Data extracted from a collection
--------------------------------

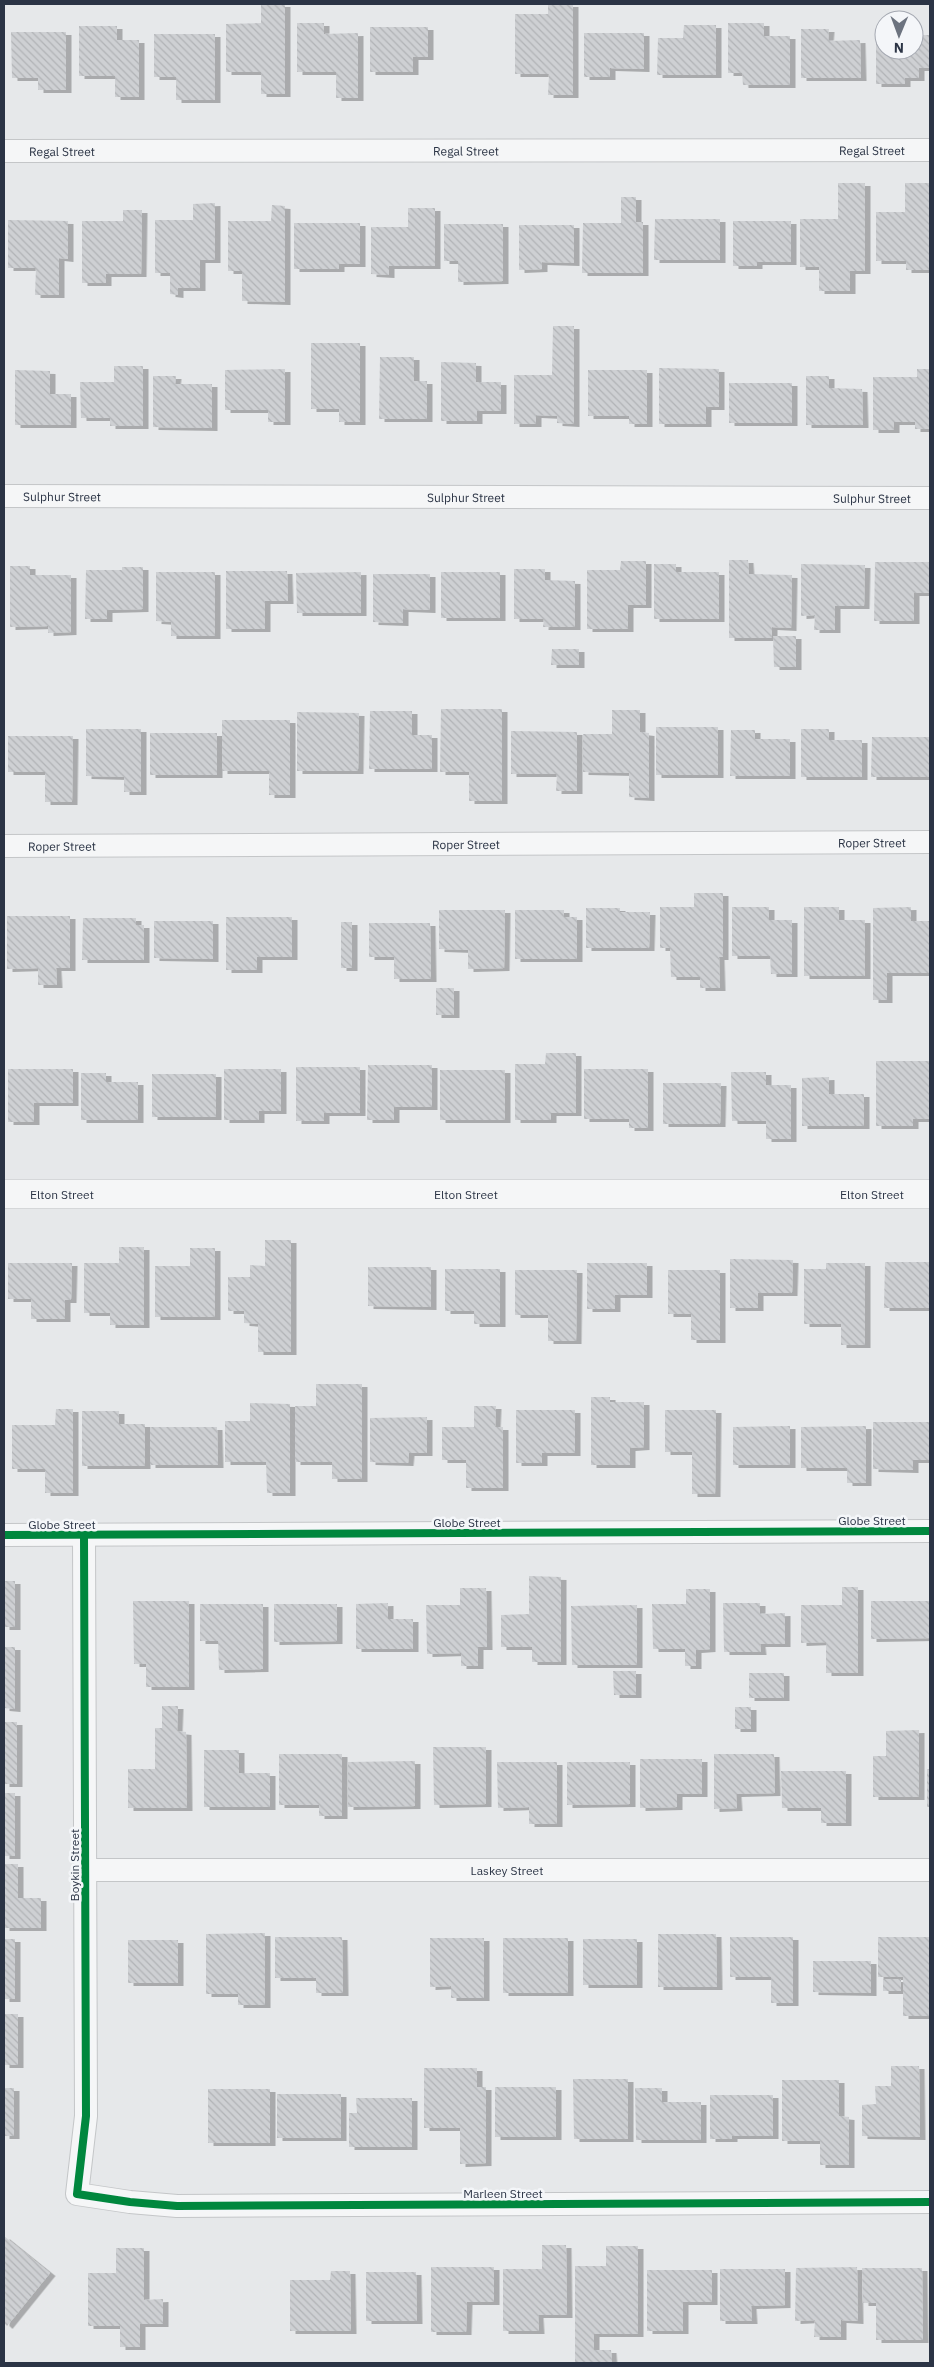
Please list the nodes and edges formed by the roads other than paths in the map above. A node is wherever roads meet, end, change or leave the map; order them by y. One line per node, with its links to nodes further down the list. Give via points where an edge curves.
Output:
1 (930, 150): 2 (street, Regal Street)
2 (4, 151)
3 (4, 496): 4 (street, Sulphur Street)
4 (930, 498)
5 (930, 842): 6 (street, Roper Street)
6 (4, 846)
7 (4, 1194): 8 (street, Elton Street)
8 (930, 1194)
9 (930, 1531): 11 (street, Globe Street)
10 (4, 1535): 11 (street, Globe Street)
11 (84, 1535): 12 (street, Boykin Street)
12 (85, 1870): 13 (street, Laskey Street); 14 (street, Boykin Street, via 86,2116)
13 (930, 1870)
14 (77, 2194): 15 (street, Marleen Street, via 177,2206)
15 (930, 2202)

--------------------------------

- REQUIRED ACTION:
Here the job is to print all the data exactly, skipping any image.

- OUTPUT OF THE EXERCISE:
Please list the nodes and edges formed by the roads other than paths in the map above. A node is wherever roads meet, end, change or leave the map; order them by y. One line per node, with its links to nodes further down the list. Give via points where an edge curves.
Output:
1 (930, 150): 2 (street, Regal Street)
2 (4, 151)
3 (4, 496): 4 (street, Sulphur Street)
4 (930, 498)
5 (930, 842): 6 (street, Roper Street)
6 (4, 846)
7 (4, 1194): 8 (street, Elton Street)
8 (930, 1194)
9 (930, 1531): 11 (street, Globe Street)
10 (4, 1535): 11 (street, Globe Street)
11 (84, 1535): 12 (street, Boykin Street)
12 (85, 1870): 13 (street, Laskey Street); 14 (street, Boykin Street, via 86,2116)
13 (930, 1870)
14 (77, 2194): 15 (street, Marleen Street, via 177,2206)
15 (930, 2202)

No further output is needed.